Provide the number of lines in the records that hold the string "Egmont", without any other words.

Data to use:
- - -
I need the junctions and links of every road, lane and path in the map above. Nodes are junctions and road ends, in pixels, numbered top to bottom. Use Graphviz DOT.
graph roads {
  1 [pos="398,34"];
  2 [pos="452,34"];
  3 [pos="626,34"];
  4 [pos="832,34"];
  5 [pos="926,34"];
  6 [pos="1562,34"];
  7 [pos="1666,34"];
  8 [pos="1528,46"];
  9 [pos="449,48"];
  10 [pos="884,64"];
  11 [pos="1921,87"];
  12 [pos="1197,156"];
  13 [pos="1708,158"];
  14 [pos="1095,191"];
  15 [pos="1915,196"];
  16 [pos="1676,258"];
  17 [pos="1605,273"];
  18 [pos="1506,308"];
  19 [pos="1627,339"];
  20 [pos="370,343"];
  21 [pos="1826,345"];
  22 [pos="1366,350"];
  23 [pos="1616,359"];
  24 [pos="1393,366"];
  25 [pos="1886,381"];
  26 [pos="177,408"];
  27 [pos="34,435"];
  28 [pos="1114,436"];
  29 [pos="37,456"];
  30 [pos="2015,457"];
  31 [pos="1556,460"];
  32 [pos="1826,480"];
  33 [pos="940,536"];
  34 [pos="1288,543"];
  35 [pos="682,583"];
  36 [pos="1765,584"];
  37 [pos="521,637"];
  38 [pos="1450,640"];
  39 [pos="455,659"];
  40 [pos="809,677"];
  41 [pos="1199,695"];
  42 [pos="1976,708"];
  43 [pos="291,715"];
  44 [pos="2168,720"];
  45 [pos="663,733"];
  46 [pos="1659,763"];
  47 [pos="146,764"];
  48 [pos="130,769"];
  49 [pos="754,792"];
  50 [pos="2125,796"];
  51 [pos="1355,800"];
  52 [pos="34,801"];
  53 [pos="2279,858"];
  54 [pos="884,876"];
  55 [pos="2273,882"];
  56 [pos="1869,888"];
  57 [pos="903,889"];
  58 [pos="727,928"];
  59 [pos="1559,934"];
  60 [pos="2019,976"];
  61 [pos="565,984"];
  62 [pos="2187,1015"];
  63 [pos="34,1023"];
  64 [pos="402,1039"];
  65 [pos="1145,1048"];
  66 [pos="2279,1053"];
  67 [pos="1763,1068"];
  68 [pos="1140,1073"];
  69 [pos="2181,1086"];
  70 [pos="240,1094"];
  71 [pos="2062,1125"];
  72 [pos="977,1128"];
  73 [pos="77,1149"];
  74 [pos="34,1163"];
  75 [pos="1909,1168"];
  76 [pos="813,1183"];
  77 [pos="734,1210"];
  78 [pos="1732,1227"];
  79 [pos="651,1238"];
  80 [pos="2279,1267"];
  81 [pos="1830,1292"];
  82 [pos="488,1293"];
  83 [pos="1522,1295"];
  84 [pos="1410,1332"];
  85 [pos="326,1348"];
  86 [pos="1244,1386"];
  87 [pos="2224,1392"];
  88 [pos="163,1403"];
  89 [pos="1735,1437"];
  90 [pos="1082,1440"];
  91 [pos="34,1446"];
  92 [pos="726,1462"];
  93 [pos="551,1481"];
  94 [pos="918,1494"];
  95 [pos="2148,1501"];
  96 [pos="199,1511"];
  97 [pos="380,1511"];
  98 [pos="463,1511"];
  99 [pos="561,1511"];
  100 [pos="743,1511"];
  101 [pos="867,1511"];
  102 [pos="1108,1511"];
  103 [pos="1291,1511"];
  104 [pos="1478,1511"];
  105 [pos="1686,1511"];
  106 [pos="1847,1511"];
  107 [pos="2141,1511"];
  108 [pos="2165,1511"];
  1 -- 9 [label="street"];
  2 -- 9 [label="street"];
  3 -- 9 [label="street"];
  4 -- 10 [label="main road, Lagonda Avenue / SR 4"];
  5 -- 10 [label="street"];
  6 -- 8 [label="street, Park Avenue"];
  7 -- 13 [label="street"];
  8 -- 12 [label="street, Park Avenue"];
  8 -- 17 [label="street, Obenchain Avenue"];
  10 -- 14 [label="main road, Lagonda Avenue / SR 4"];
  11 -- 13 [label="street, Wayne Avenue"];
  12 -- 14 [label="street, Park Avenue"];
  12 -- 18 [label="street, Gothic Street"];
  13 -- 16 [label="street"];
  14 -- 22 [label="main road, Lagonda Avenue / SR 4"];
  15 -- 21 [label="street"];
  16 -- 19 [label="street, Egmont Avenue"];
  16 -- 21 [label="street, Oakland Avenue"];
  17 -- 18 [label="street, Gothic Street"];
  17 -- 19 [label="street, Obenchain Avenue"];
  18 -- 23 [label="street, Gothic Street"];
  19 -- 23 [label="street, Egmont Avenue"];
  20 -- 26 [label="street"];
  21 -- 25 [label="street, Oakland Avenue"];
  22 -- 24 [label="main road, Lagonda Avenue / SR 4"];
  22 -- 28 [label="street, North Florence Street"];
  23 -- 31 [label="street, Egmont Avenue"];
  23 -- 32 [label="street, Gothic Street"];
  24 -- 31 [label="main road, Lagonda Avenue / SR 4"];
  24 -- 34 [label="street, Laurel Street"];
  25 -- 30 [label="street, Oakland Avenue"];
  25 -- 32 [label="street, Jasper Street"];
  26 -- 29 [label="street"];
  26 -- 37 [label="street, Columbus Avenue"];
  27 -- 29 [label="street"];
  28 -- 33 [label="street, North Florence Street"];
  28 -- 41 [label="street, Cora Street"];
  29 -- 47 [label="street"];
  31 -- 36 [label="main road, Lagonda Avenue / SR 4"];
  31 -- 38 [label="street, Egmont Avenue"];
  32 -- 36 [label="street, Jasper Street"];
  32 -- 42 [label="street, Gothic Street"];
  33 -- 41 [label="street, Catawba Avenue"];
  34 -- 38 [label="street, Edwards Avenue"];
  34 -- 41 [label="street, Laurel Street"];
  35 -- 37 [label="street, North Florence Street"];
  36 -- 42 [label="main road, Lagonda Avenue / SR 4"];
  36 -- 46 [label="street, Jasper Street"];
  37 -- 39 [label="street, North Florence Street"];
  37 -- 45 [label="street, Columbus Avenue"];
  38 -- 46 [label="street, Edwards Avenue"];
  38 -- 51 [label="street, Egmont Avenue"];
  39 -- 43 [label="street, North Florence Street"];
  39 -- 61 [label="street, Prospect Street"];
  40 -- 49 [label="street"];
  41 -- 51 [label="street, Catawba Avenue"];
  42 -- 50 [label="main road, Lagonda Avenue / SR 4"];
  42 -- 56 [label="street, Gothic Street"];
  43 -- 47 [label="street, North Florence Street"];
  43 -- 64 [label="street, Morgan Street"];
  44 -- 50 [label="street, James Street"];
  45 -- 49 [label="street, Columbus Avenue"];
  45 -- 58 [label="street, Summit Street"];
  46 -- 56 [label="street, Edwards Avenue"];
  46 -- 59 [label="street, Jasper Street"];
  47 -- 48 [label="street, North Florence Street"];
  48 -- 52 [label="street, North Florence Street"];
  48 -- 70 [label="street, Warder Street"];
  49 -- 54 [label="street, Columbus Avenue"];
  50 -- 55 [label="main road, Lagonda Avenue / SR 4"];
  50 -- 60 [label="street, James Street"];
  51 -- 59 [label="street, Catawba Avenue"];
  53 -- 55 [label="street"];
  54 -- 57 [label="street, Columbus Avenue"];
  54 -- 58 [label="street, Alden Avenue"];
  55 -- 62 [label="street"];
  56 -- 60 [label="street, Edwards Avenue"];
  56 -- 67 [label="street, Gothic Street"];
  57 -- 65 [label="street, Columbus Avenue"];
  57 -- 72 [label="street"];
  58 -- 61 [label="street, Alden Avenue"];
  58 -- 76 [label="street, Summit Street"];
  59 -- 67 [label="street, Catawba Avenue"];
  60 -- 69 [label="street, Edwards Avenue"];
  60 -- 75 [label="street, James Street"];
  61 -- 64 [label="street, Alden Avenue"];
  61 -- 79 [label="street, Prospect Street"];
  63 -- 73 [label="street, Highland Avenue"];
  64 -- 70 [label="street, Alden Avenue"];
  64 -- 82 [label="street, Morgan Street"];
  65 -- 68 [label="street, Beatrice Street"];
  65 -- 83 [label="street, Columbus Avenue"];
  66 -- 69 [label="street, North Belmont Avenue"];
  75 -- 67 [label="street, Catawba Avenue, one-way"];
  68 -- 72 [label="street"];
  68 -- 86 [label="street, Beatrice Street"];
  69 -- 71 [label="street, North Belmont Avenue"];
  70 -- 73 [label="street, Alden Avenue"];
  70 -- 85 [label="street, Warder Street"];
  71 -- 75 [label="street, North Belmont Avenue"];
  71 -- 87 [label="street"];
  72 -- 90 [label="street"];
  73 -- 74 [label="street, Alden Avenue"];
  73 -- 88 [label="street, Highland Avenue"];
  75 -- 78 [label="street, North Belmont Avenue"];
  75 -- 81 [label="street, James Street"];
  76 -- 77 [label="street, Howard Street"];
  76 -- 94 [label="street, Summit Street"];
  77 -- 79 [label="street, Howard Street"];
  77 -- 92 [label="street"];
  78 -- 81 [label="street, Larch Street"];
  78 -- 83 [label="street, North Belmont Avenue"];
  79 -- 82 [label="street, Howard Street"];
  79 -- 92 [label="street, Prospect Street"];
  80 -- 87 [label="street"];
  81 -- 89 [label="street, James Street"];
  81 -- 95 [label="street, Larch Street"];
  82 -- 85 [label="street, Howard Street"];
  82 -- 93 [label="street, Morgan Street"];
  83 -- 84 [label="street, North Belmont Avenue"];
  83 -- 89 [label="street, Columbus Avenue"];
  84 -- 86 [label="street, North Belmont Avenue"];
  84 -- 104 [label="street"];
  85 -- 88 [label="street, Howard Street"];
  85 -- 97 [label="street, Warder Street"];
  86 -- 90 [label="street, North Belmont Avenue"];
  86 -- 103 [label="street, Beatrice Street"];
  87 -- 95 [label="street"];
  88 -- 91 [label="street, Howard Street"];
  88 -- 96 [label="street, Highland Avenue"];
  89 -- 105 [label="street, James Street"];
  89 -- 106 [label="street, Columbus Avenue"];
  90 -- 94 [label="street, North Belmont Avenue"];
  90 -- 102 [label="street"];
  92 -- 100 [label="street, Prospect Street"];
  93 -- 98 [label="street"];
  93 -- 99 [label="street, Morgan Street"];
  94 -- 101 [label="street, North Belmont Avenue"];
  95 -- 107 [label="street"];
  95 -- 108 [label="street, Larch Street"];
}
- - -
Answer to this task: 5